> Task statement
Write out the whole listing exactly; no images belong in it.

**** Material provided ****

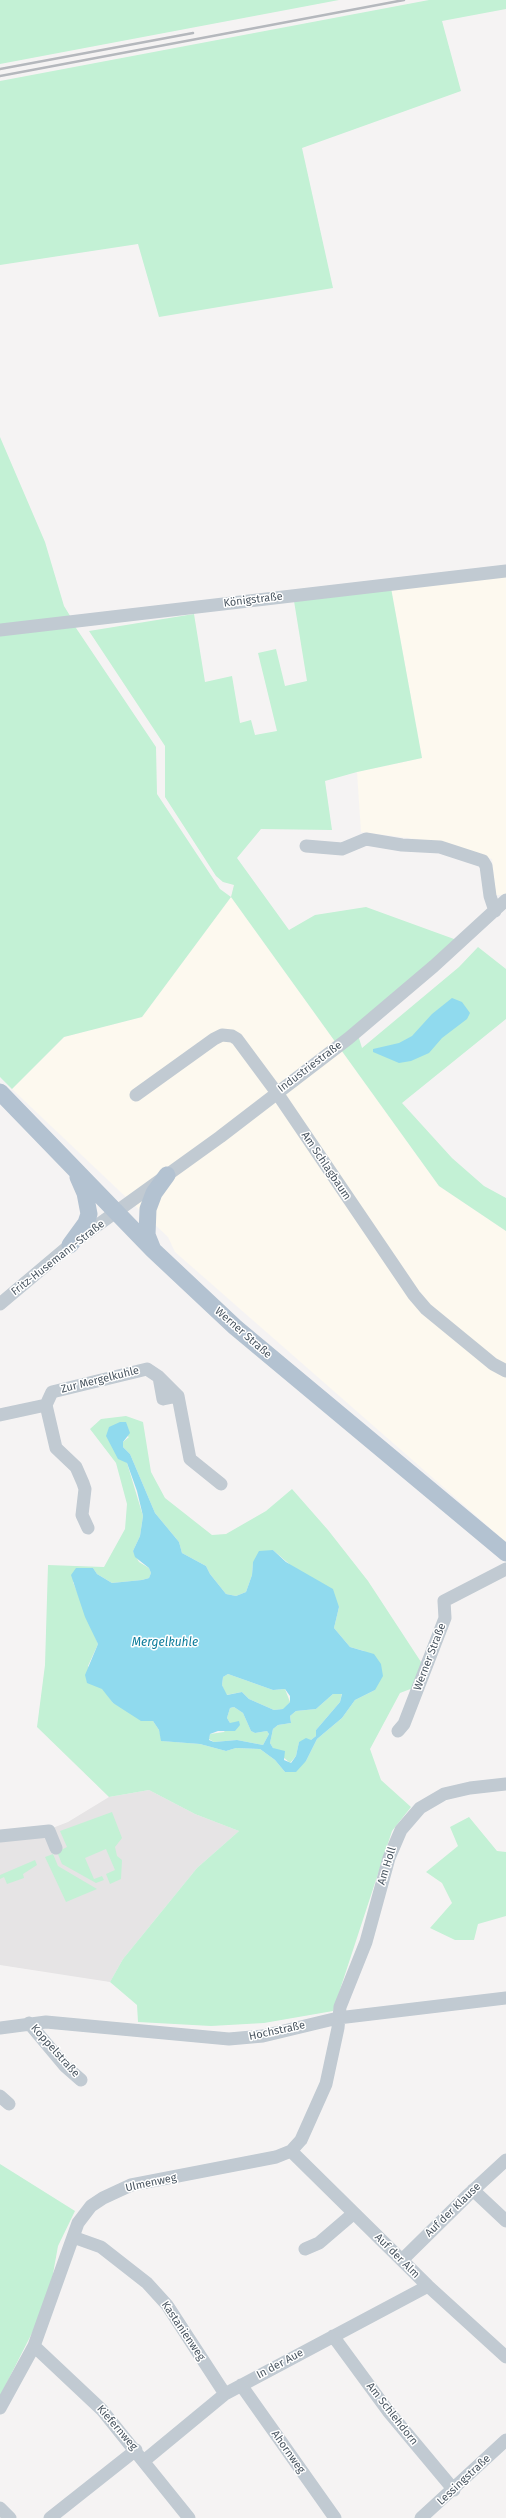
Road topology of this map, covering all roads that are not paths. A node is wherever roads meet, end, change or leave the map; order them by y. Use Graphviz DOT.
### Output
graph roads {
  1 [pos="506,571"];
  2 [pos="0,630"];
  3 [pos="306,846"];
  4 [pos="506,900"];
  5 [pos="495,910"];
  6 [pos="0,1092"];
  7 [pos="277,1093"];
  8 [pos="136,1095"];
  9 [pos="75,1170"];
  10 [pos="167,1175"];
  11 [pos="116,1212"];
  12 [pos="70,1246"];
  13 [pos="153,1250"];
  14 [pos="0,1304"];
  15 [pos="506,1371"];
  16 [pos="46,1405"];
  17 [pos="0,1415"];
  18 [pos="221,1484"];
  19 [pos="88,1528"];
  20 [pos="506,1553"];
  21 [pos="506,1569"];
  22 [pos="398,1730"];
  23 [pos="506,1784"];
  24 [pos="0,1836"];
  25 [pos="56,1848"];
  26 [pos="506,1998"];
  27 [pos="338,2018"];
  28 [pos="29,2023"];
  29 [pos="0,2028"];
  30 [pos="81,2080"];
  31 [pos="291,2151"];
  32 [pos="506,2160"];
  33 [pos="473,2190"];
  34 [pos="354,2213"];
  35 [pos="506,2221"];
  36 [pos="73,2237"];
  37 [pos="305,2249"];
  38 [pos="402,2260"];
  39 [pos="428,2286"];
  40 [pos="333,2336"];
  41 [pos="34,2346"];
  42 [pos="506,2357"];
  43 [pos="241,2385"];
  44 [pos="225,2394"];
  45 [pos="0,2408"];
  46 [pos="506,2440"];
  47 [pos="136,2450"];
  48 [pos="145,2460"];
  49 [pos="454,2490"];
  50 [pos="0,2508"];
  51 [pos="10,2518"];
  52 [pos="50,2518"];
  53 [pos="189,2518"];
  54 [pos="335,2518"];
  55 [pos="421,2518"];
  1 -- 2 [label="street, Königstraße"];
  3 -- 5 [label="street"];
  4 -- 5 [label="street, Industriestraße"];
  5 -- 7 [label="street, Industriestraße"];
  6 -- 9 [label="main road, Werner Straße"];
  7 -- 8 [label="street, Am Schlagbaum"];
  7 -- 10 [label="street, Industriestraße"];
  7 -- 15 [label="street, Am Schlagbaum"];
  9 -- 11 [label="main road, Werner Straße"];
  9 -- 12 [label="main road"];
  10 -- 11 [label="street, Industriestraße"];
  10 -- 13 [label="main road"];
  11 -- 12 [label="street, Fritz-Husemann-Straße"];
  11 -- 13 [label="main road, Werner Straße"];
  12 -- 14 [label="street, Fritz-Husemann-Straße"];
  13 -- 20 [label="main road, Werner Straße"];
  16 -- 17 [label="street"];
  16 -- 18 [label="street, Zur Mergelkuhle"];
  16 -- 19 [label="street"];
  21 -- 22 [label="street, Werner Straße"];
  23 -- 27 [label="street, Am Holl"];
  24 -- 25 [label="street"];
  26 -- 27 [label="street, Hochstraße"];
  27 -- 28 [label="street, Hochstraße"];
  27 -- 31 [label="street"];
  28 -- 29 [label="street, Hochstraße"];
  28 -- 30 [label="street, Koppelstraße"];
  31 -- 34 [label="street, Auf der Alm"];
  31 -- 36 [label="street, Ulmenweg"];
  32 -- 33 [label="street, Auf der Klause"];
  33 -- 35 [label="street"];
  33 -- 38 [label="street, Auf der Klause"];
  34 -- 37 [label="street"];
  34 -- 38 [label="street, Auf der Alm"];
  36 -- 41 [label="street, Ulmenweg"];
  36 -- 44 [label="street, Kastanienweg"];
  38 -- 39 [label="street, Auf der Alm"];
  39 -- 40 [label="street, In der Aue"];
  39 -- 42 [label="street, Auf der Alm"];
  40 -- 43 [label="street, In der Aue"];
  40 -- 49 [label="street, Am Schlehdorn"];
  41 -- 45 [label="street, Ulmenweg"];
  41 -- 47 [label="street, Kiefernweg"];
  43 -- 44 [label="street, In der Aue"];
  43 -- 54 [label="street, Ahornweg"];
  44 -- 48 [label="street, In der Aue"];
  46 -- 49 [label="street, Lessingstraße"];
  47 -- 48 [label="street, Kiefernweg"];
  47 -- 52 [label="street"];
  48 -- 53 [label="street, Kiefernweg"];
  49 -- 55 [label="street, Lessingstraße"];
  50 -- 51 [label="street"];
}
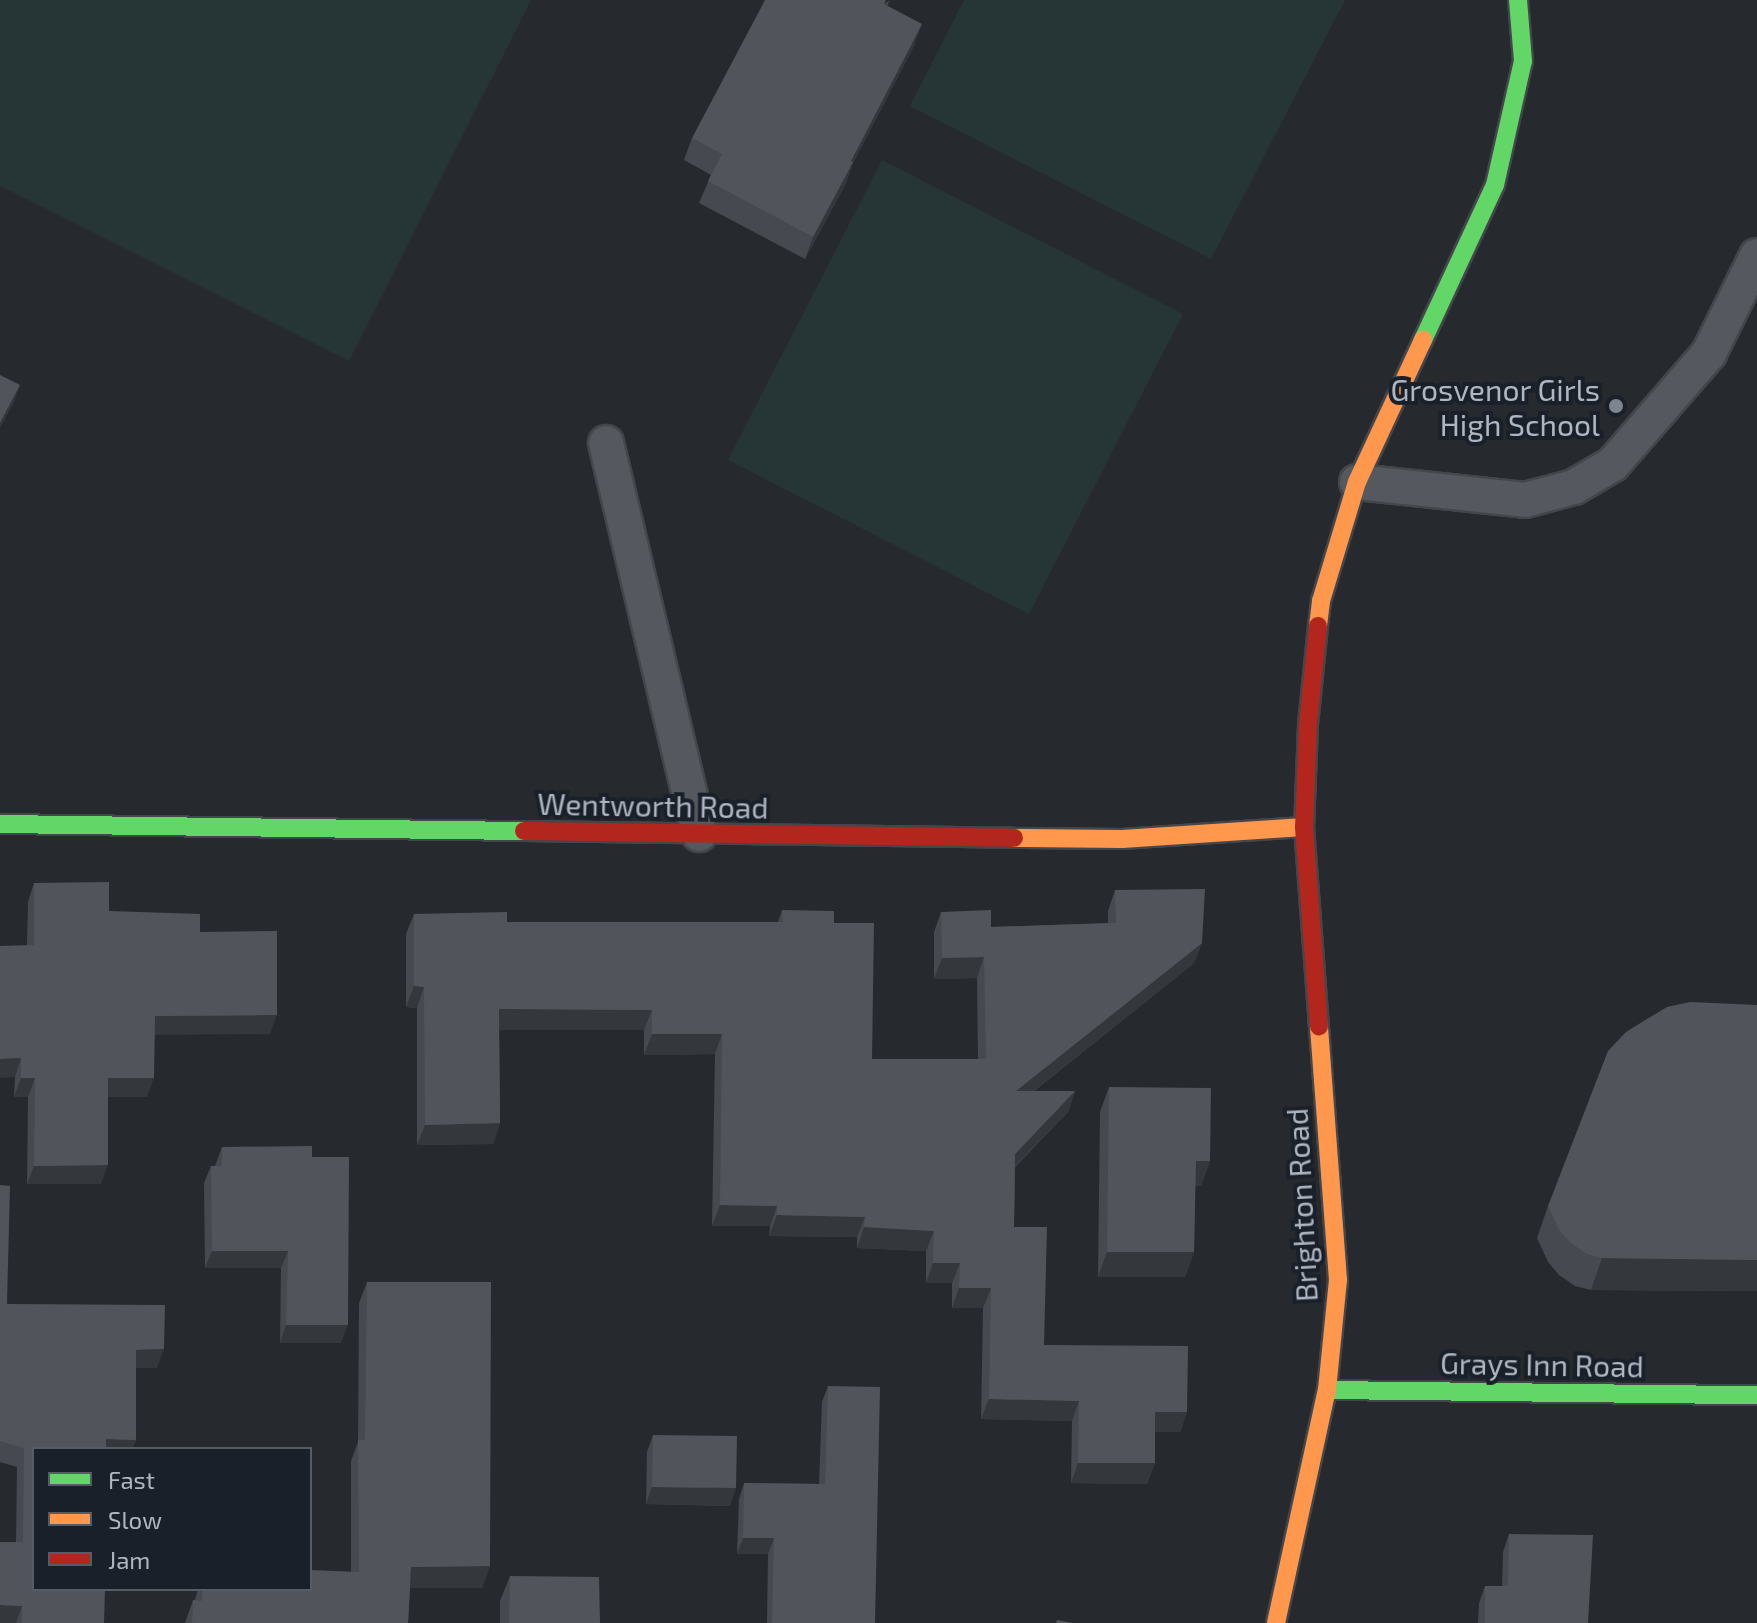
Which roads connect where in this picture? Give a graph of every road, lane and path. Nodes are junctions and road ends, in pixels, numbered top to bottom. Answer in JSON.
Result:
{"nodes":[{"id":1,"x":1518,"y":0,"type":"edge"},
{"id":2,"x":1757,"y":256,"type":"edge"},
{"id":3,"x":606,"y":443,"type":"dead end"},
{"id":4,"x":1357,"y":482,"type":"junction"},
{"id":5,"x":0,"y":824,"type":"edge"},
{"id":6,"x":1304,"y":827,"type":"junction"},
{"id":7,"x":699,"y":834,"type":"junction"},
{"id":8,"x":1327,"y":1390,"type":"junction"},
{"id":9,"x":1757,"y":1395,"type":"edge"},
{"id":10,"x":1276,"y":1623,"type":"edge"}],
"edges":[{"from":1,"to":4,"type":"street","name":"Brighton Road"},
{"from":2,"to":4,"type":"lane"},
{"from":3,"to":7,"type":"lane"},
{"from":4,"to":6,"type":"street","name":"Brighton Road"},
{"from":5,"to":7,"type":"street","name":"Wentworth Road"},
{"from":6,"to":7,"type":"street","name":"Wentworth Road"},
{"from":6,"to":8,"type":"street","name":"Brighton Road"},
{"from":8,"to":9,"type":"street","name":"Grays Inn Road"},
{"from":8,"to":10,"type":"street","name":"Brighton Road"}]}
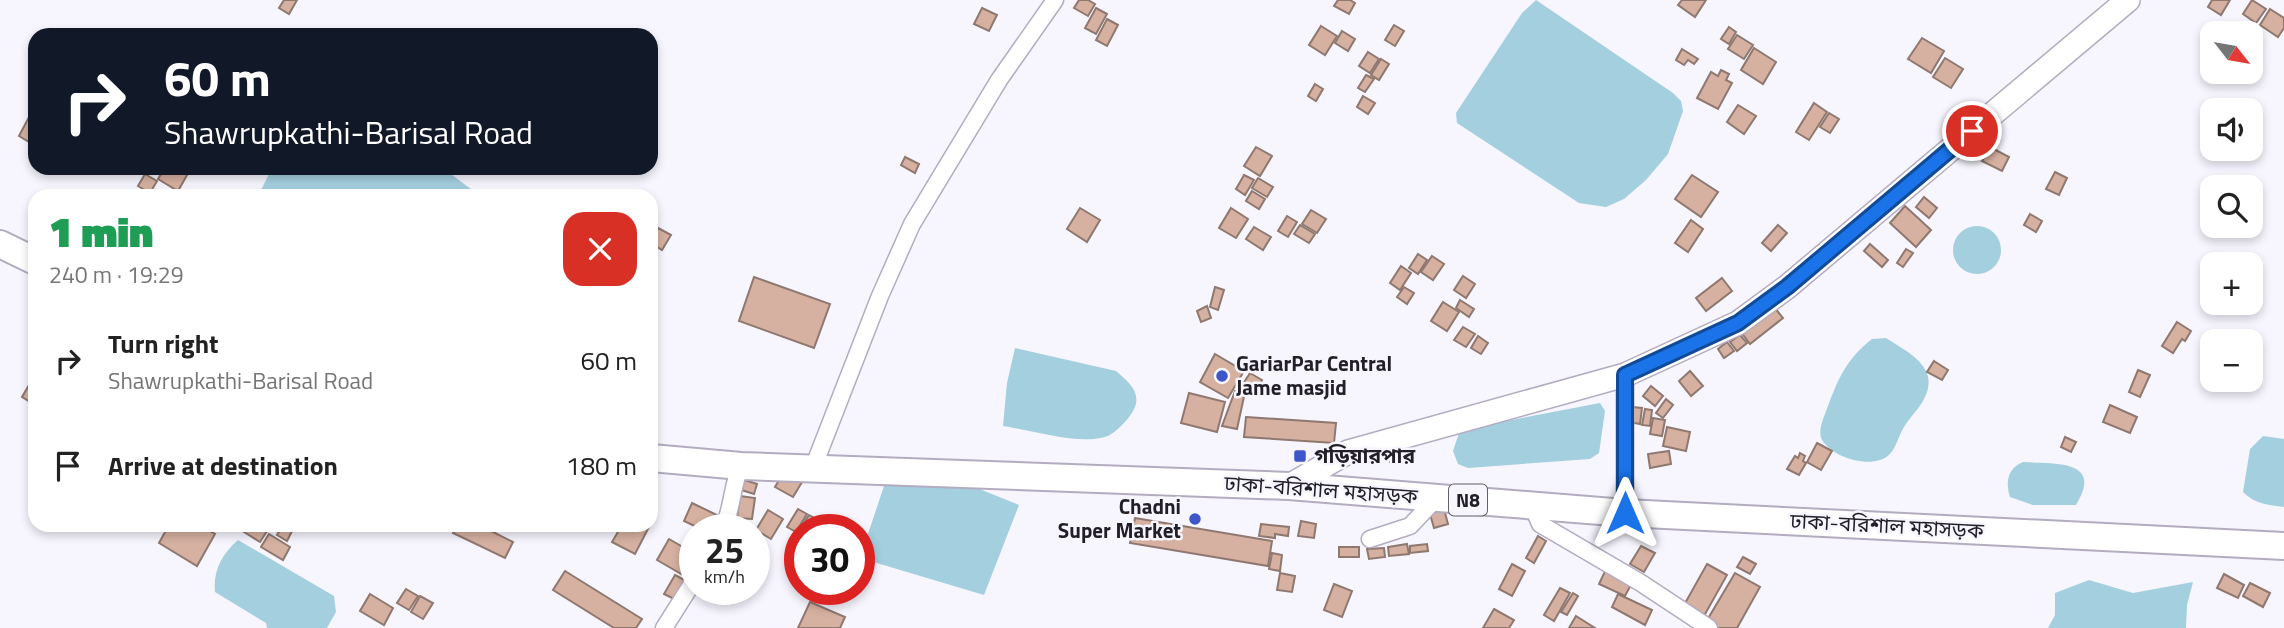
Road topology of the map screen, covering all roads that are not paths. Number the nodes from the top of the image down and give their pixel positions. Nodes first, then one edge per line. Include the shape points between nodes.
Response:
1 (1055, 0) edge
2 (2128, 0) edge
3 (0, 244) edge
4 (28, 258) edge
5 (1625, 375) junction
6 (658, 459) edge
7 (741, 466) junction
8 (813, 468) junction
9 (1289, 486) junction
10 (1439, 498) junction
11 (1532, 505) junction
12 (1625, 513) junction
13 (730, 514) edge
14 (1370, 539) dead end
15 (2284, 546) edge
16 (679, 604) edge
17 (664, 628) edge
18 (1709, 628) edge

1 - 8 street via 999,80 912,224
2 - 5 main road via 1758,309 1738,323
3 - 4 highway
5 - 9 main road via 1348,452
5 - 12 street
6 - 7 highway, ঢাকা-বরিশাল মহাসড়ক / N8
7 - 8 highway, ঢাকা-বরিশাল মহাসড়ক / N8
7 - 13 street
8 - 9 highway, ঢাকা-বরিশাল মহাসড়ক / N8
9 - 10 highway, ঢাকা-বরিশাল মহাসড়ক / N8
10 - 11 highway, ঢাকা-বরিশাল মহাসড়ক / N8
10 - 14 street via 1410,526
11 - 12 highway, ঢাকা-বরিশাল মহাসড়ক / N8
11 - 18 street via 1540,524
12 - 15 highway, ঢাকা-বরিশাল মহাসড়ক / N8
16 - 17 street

****

> Answer space
Road topology of this map, covering all roads that are not paths. A node is wherever roads meet, end, change or leave the map; order them by y. Use Graphviz DOT.
### Output
graph roads {
  1 [pos="506,571"];
  2 [pos="0,630"];
  3 [pos="306,846"];
  4 [pos="506,900"];
  5 [pos="495,910"];
  6 [pos="0,1092"];
  7 [pos="277,1093"];
  8 [pos="136,1095"];
  9 [pos="75,1170"];
  10 [pos="167,1175"];
  11 [pos="116,1212"];
  12 [pos="70,1246"];
  13 [pos="153,1250"];
  14 [pos="0,1304"];
  15 [pos="506,1371"];
  16 [pos="46,1405"];
  17 [pos="0,1415"];
  18 [pos="221,1484"];
  19 [pos="88,1528"];
  20 [pos="506,1553"];
  21 [pos="506,1569"];
  22 [pos="398,1730"];
  23 [pos="506,1784"];
  24 [pos="0,1836"];
  25 [pos="56,1848"];
  26 [pos="506,1998"];
  27 [pos="338,2018"];
  28 [pos="29,2023"];
  29 [pos="0,2028"];
  30 [pos="81,2080"];
  31 [pos="291,2151"];
  32 [pos="506,2160"];
  33 [pos="473,2190"];
  34 [pos="354,2213"];
  35 [pos="506,2221"];
  36 [pos="73,2237"];
  37 [pos="305,2249"];
  38 [pos="402,2260"];
  39 [pos="428,2286"];
  40 [pos="333,2336"];
  41 [pos="34,2346"];
  42 [pos="506,2357"];
  43 [pos="241,2385"];
  44 [pos="225,2394"];
  45 [pos="0,2408"];
  46 [pos="506,2440"];
  47 [pos="136,2450"];
  48 [pos="145,2460"];
  49 [pos="454,2490"];
  50 [pos="0,2508"];
  51 [pos="10,2518"];
  52 [pos="50,2518"];
  53 [pos="189,2518"];
  54 [pos="335,2518"];
  55 [pos="421,2518"];
  1 -- 2 [label="street, Königstraße"];
  3 -- 5 [label="street"];
  4 -- 5 [label="street, Industriestraße"];
  5 -- 7 [label="street, Industriestraße"];
  6 -- 9 [label="main road, Werner Straße"];
  7 -- 8 [label="street, Am Schlagbaum"];
  7 -- 10 [label="street, Industriestraße"];
  7 -- 15 [label="street, Am Schlagbaum"];
  9 -- 11 [label="main road, Werner Straße"];
  9 -- 12 [label="main road"];
  10 -- 11 [label="street, Industriestraße"];
  10 -- 13 [label="main road"];
  11 -- 12 [label="street, Fritz-Husemann-Straße"];
  11 -- 13 [label="main road, Werner Straße"];
  12 -- 14 [label="street, Fritz-Husemann-Straße"];
  13 -- 20 [label="main road, Werner Straße"];
  16 -- 17 [label="street"];
  16 -- 18 [label="street, Zur Mergelkuhle"];
  16 -- 19 [label="street"];
  21 -- 22 [label="street, Werner Straße"];
  23 -- 27 [label="street, Am Holl"];
  24 -- 25 [label="street"];
  26 -- 27 [label="street, Hochstraße"];
  27 -- 28 [label="street, Hochstraße"];
  27 -- 31 [label="street"];
  28 -- 29 [label="street, Hochstraße"];
  28 -- 30 [label="street, Koppelstraße"];
  31 -- 34 [label="street, Auf der Alm"];
  31 -- 36 [label="street, Ulmenweg"];
  32 -- 33 [label="street, Auf der Klause"];
  33 -- 35 [label="street"];
  33 -- 38 [label="street, Auf der Klause"];
  34 -- 37 [label="street"];
  34 -- 38 [label="street, Auf der Alm"];
  36 -- 41 [label="street, Ulmenweg"];
  36 -- 44 [label="street, Kastanienweg"];
  38 -- 39 [label="street, Auf der Alm"];
  39 -- 40 [label="street, In der Aue"];
  39 -- 42 [label="street, Auf der Alm"];
  40 -- 43 [label="street, In der Aue"];
  40 -- 49 [label="street, Am Schlehdorn"];
  41 -- 45 [label="street, Ulmenweg"];
  41 -- 47 [label="street, Kiefernweg"];
  43 -- 44 [label="street, In der Aue"];
  43 -- 54 [label="street, Ahornweg"];
  44 -- 48 [label="street, In der Aue"];
  46 -- 49 [label="street, Lessingstraße"];
  47 -- 48 [label="street, Kiefernweg"];
  47 -- 52 [label="street"];
  48 -- 53 [label="street, Kiefernweg"];
  49 -- 55 [label="street, Lessingstraße"];
  50 -- 51 [label="street"];
}
Which roads connect where in this picture? Give a graph of every road, lane and path. Nodes are junctions and road ends, in pixels, numbered top to bottom. Answer in JSON.
Result:
{"nodes":[{"id":1,"x":1518,"y":0,"type":"edge"},
{"id":2,"x":1757,"y":256,"type":"edge"},
{"id":3,"x":606,"y":443,"type":"dead end"},
{"id":4,"x":1357,"y":482,"type":"junction"},
{"id":5,"x":0,"y":824,"type":"edge"},
{"id":6,"x":1304,"y":827,"type":"junction"},
{"id":7,"x":699,"y":834,"type":"junction"},
{"id":8,"x":1327,"y":1390,"type":"junction"},
{"id":9,"x":1757,"y":1395,"type":"edge"},
{"id":10,"x":1276,"y":1623,"type":"edge"}],
"edges":[{"from":1,"to":4,"type":"street","name":"Brighton Road"},
{"from":2,"to":4,"type":"lane"},
{"from":3,"to":7,"type":"lane"},
{"from":4,"to":6,"type":"street","name":"Brighton Road"},
{"from":5,"to":7,"type":"street","name":"Wentworth Road"},
{"from":6,"to":7,"type":"street","name":"Wentworth Road"},
{"from":6,"to":8,"type":"street","name":"Brighton Road"},
{"from":8,"to":9,"type":"street","name":"Grays Inn Road"},
{"from":8,"to":10,"type":"street","name":"Brighton Road"}]}
Road topology of the map screen, covering all roads that are not paths. Number the nodes from the top of the image down and give their pixel positions. Nodes first, then one edge per line. Include the shape points between nodes.
Response:
1 (1055, 0) edge
2 (2128, 0) edge
3 (0, 244) edge
4 (28, 258) edge
5 (1625, 375) junction
6 (658, 459) edge
7 (741, 466) junction
8 (813, 468) junction
9 (1289, 486) junction
10 (1439, 498) junction
11 (1532, 505) junction
12 (1625, 513) junction
13 (730, 514) edge
14 (1370, 539) dead end
15 (2284, 546) edge
16 (679, 604) edge
17 (664, 628) edge
18 (1709, 628) edge

1 - 8 street via 999,80 912,224
2 - 5 main road via 1758,309 1738,323
3 - 4 highway
5 - 9 main road via 1348,452
5 - 12 street
6 - 7 highway, ঢাকা-বরিশাল মহাসড়ক / N8
7 - 8 highway, ঢাকা-বরিশাল মহাসড়ক / N8
7 - 13 street
8 - 9 highway, ঢাকা-বরিশাল মহাসড়ক / N8
9 - 10 highway, ঢাকা-বরিশাল মহাসড়ক / N8
10 - 11 highway, ঢাকা-বরিশাল মহাসড়ক / N8
10 - 14 street via 1410,526
11 - 12 highway, ঢাকা-বরিশাল মহাসড়ক / N8
11 - 18 street via 1540,524
12 - 15 highway, ঢাকা-বরিশাল মহাসড়ক / N8
16 - 17 street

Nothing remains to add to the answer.